Do you know why the caged rose sings?
This week as the roses are making one last glorious stand against the imminent winter, I have been running around the yard cheering them on. Today’s bright chill and tonight’s impending freeze threatens to squeeze the life right out of them. A surrendered rose is such a sad (though still beautiful) sight. But tonight we gather close tonight around the fire.
It’s not just the roses creating a spectacle. The pineapple basil, of all things, has decided to shoot off some fireworks during its last hurrah.
And there’s Nickel Kitty, who appears to be a little disgusted by all the attention being lavished on the flowers.
Vase: $1.00 from the Goodwill
Flowers: Free from God.
Fall Beauty: Priceless.
(Who needs Mastercard?)
I can’t unsee it.
–El D
My beautiful mistress demanded another blood sacrifice this week.
Hiram, our only boy duck that had manners, was taken out by a hungry raptor.

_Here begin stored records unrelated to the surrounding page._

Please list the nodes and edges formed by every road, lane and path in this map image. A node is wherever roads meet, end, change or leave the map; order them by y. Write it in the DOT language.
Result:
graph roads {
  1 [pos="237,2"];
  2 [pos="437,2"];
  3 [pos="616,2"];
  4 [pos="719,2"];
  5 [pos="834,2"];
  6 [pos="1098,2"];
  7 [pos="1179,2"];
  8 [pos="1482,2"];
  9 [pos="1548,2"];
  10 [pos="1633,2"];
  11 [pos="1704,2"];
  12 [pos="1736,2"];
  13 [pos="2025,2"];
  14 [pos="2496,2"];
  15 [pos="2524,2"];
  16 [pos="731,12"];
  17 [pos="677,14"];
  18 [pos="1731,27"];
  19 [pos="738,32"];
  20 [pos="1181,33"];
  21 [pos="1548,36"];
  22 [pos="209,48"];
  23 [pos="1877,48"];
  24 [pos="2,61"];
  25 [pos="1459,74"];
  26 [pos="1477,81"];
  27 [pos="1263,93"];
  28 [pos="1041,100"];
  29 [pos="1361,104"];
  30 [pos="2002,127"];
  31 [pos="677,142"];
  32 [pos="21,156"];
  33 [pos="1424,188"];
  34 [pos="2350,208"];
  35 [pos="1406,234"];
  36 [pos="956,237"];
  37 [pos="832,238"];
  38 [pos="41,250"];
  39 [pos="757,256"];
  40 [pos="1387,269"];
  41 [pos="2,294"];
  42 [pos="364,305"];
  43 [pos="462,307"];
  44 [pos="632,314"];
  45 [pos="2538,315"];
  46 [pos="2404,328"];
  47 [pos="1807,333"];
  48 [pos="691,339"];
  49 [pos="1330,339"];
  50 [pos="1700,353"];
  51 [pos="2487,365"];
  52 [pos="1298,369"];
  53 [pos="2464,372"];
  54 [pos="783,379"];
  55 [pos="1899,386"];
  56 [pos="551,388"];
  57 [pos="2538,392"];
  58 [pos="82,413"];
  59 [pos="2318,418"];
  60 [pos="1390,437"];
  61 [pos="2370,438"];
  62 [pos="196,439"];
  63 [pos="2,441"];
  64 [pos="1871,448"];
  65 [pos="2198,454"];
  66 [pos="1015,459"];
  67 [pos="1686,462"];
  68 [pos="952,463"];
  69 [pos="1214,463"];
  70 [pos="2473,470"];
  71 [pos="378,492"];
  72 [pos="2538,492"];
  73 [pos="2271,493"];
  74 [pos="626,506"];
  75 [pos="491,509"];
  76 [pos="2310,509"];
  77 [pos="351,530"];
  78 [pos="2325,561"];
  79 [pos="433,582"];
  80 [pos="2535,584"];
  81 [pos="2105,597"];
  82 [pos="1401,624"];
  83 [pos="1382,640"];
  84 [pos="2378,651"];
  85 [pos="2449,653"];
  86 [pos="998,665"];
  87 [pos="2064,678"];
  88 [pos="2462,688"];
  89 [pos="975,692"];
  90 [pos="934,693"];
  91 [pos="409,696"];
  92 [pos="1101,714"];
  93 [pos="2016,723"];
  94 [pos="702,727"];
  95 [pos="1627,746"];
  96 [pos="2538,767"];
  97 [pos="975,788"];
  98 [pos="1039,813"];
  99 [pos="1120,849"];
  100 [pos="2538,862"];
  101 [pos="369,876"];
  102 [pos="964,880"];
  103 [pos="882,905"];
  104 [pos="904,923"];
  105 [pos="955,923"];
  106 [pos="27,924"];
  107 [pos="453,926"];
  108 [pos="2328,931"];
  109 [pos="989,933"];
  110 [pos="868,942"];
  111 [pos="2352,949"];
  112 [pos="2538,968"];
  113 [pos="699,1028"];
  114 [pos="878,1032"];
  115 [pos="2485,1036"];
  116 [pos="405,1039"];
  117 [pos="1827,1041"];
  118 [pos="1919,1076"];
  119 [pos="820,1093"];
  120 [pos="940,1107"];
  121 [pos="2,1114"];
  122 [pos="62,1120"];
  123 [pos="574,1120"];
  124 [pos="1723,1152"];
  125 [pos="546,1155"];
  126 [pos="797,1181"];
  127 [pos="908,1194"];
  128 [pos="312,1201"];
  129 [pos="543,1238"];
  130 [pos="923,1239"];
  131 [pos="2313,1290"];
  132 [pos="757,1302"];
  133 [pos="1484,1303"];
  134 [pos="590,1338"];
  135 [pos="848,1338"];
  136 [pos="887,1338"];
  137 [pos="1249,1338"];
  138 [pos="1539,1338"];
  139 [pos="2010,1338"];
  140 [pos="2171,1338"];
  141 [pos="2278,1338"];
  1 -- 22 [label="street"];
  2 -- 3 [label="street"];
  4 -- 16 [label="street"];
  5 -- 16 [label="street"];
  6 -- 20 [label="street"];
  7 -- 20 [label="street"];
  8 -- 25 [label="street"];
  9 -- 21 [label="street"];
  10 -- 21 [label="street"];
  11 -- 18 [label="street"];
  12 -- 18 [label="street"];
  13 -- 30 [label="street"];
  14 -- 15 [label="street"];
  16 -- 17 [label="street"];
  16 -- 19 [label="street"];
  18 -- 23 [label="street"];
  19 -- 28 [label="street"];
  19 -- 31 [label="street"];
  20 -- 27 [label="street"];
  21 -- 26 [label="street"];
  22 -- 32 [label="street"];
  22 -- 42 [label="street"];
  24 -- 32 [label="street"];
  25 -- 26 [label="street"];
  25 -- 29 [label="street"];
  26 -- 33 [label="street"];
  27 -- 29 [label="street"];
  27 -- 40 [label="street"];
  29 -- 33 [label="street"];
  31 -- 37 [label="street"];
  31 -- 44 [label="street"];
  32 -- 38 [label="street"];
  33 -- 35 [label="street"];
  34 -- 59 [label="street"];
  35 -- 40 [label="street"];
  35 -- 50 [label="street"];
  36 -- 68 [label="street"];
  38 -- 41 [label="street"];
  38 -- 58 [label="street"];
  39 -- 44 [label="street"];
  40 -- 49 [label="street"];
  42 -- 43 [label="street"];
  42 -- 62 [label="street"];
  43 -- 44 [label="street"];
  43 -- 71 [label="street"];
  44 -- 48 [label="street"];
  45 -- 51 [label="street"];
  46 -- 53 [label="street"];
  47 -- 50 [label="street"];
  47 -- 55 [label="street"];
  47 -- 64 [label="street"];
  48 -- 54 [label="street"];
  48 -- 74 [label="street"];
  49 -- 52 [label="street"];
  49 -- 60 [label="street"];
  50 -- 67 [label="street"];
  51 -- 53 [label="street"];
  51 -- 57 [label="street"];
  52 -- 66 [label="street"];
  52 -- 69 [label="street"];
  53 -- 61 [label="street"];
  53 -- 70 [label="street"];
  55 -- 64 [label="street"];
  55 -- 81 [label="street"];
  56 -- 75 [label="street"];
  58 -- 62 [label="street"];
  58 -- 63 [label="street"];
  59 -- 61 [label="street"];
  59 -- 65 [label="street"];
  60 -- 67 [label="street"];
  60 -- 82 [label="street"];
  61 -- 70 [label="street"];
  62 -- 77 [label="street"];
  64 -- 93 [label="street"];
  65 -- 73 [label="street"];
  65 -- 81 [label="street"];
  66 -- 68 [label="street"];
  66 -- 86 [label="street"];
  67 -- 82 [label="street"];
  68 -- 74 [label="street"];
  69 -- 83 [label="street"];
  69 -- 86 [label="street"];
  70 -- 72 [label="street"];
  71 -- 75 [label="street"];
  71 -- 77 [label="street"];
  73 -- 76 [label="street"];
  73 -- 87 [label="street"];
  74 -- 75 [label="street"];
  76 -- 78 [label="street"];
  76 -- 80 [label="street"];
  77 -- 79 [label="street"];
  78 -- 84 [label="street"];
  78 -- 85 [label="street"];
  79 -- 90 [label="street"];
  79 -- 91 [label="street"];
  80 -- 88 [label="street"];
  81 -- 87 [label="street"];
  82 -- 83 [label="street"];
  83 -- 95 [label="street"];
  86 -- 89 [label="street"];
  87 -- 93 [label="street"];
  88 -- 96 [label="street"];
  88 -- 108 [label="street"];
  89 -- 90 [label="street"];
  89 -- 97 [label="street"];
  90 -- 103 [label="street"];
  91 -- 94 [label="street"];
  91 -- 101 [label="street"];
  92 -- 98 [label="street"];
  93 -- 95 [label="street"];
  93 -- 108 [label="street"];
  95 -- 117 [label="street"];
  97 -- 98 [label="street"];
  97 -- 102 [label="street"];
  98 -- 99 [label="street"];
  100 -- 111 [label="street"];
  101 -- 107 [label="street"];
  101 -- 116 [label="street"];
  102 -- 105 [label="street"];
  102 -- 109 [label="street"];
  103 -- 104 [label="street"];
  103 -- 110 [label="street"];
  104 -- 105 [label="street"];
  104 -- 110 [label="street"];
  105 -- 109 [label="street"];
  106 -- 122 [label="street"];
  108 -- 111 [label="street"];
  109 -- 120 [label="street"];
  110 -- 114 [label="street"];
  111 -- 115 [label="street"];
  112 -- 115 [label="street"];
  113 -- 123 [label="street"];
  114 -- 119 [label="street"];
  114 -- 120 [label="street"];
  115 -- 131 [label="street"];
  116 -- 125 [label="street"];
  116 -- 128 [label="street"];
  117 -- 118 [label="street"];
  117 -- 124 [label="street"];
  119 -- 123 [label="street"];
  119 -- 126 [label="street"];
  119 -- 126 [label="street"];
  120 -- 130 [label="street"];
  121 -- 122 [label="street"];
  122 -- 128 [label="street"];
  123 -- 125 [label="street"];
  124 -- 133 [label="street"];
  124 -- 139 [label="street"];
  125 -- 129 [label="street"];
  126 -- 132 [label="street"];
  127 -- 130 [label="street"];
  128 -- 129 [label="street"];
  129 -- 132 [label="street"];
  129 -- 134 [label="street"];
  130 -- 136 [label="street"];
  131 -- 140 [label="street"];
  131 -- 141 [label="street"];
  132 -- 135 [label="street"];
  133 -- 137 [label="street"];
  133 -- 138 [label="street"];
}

I was headed to work when I met the brazen beast near my car in the midst of his macabre meal. At first sight I was so captivated by the hawk’s beauty and proximity that it was all I could see. I didn’t process the life being extinguished beneath his talon. And then, all at once I did, as the flood of life’s drama rushed in – the hunger, the struggle, and the sacrifice of one life for another.
Sacrifice. When I was a child, the word conjured terrifying Biblical images of a world that made no sense: Abraham binding his son Isaac, slaughtered lambs, and gruesome crucifixions. Such interesting tales told to Sunday school children.
Over the years, my understanding of the concept has deepened. When I became a vegetarian I began practicing what the word meant in action: “to surrender or give up, or permit injury or disadvantage to, for the sake of something else.” I gave up my taste for flesh so that another life might go on for awhile longer.
My current lesson comes in noun form, “the surrender or destruction of something prized or desirable for the sake of something considered as having a higher or more pressing claim.”
Within the linguistic roots of the word sacrifice is the word sacred. That tangle of meanings is there for good reason. The life and death of one thing is contained within the seed of another. Everything must eventually give way for what comes next in Life’s yearning for itself.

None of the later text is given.